Stored data:
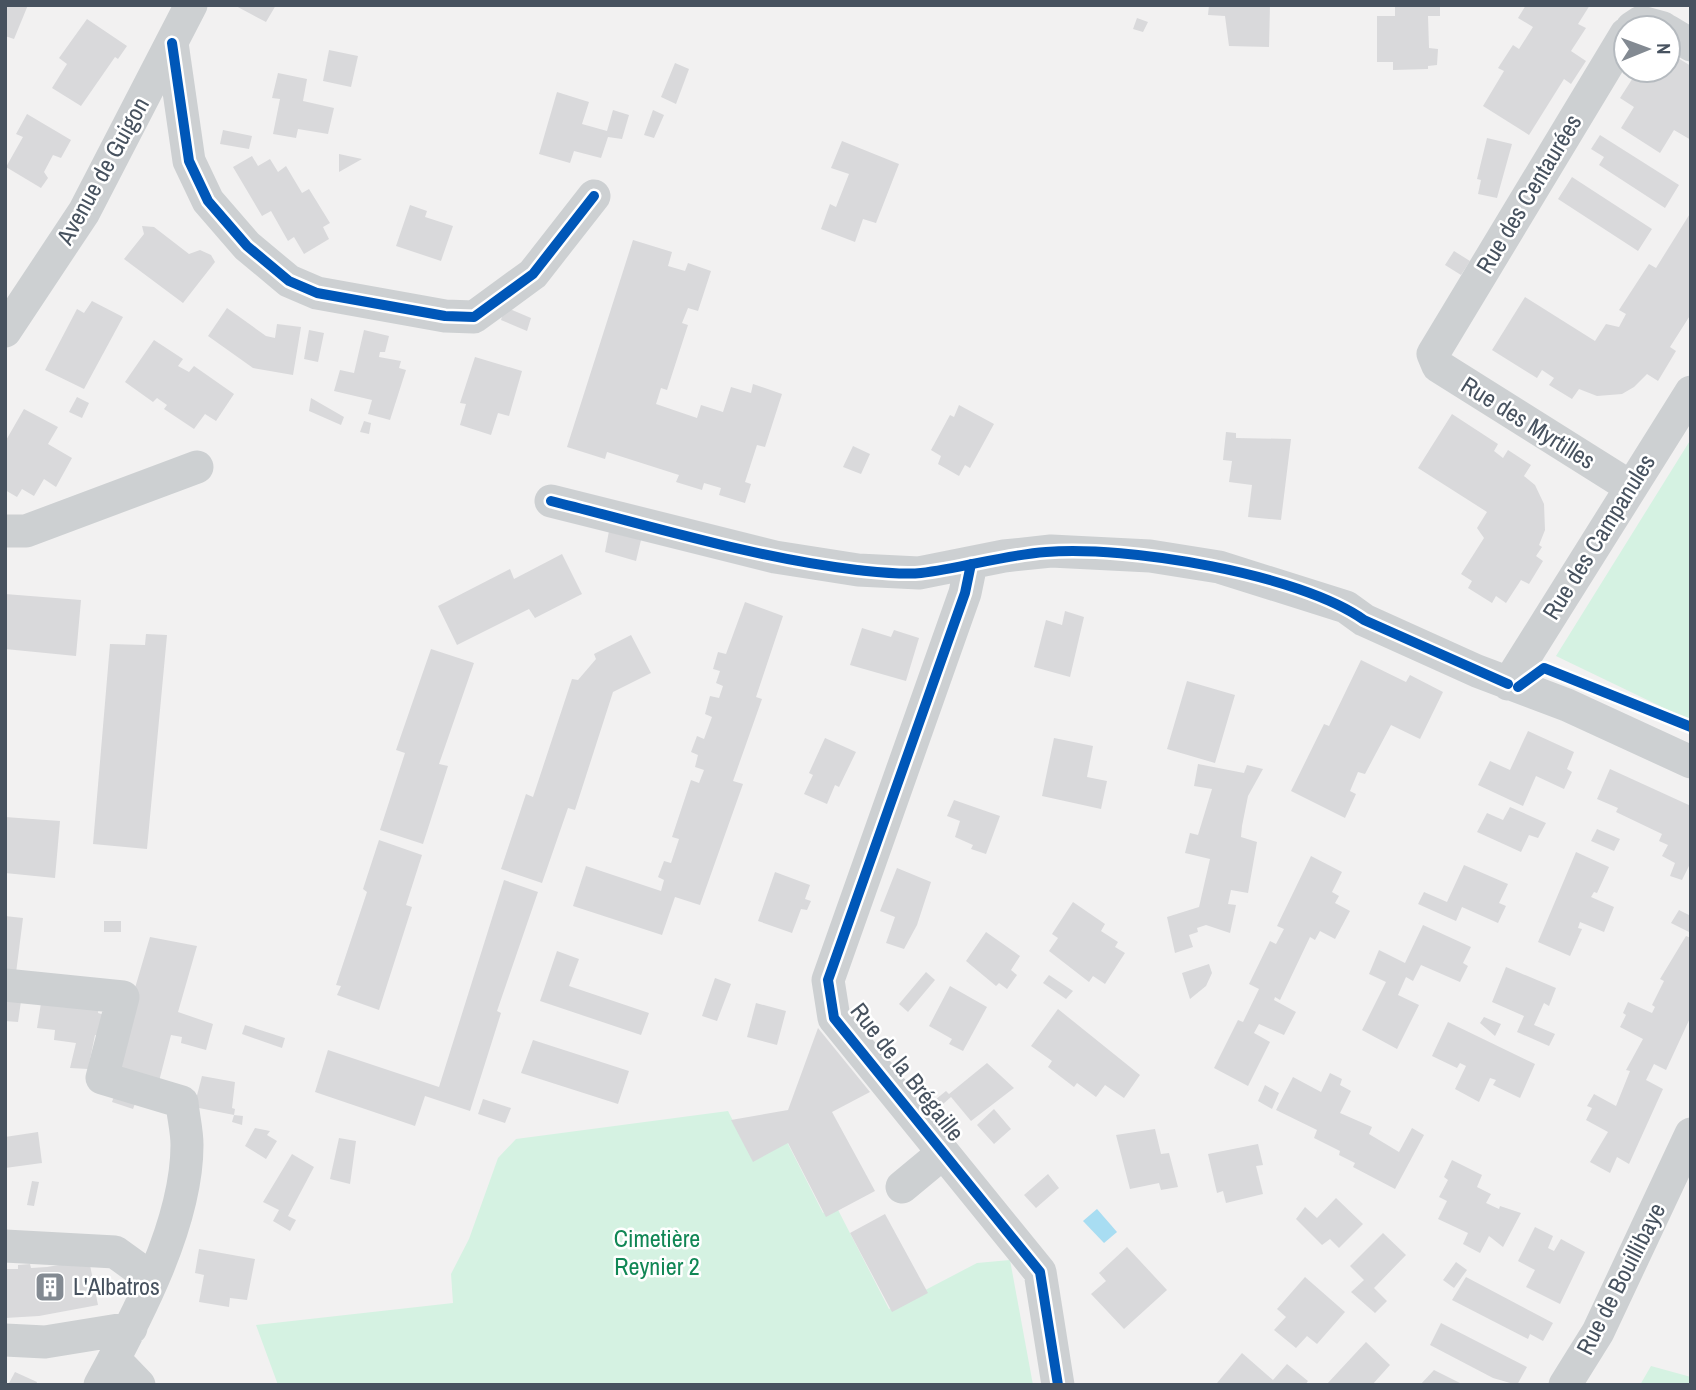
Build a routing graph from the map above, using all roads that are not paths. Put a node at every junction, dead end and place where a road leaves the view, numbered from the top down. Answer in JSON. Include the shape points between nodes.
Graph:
{"nodes":[{"id":1,"x":191,"y":5,"type":"edge"},
{"id":2,"x":172,"y":43,"type":"junction"},
{"id":3,"x":1612,"y":57,"type":"edge"},
{"id":4,"x":594,"y":197,"type":"dead end"},
{"id":5,"x":5,"y":331,"type":"edge"},
{"id":6,"x":1433,"y":354,"type":"joint"},
{"id":7,"x":1691,"y":392,"type":"edge"},
{"id":8,"x":197,"y":467,"type":"dead end"},
{"id":9,"x":1629,"y":486,"type":"junction"},
{"id":10,"x":551,"y":501,"type":"dead end"},
{"id":11,"x":5,"y":531,"type":"edge"},
{"id":12,"x":971,"y":564,"type":"junction"},
{"id":13,"x":1508,"y":684,"type":"junction"},
{"id":14,"x":1691,"y":762,"type":"edge"},
{"id":15,"x":5,"y":985,"type":"edge"},
{"id":16,"x":1691,"y":1134,"type":"edge"},
{"id":17,"x":943,"y":1153,"type":"junction"},
{"id":18,"x":902,"y":1187,"type":"dead end"},
{"id":19,"x":5,"y":1246,"type":"edge"},
{"id":20,"x":151,"y":1278,"type":"junction"},
{"id":21,"x":131,"y":1328,"type":"junction"},
{"id":22,"x":5,"y":1340,"type":"edge"},
{"id":23,"x":107,"y":1372,"type":"edge"},
{"id":24,"x":139,"y":1385,"type":"edge"},
{"id":25,"x":1058,"y":1385,"type":"edge"},
{"id":26,"x":1565,"y":1385,"type":"edge"}],
"edges":[{"from":1,"to":2,"type":"street","name":"Avenue de Guigon"},
{"from":2,"to":4,"type":"street","via":[[189,161],[208,201],[247,246],[289,281],[317,293],[474,317],[533,274]]},
{"from":2,"to":5,"type":"street","name":"Avenue de Guigon","via":[[84,212]]},
{"from":3,"to":6,"type":"street","name":"Rue des Centaurées"},
{"from":6,"to":9,"type":"street","name":"Rue des Myrtilles","via":[[1438,366]]},
{"from":7,"to":9,"type":"street","name":"Rue des Campanules"},
{"from":8,"to":11,"type":"street","via":[[26,531]]},
{"from":9,"to":13,"type":"street","name":"Rue des Campanules"},
{"from":10,"to":12,"type":"street","via":[[775,557],[846,568],[919,573]]},
{"from":12,"to":13,"type":"street","via":[[1004,555],[1051,551],[1150,556],[1220,567],[1346,607],[1364,620]]},
{"from":12,"to":17,"type":"street","name":"Rue de la Brégaille","via":[[965,593],[828,980],[834,1018]]},
{"from":13,"to":14,"type":"street","via":[[1567,705]]},
{"from":15,"to":20,"type":"street","via":[[123,997],[102,1078],[182,1102],[187,1146],[175,1222]]},
{"from":16,"to":26,"type":"street","name":"Rue de Bouillibaye","via":[[1598,1332]]},
{"from":17,"to":18,"type":"street"},
{"from":17,"to":25,"type":"street","name":"Rue de la Brégaille","via":[[1040,1272]]},
{"from":19,"to":20,"type":"street","via":[[115,1252]]},
{"from":20,"to":21,"type":"street"},
{"from":21,"to":22,"type":"street","via":[[45,1342]]},
{"from":21,"to":23,"type":"street"},
{"from":23,"to":24,"type":"street"}]}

**Problem requirements:** Go through the records above and copy every line with the word "Campanules".

**Answer space:**
{"from":7,"to":9,"type":"street","name":"Rue des Campanules"},
{"from":9,"to":13,"type":"street","name":"Rue des Campanules"},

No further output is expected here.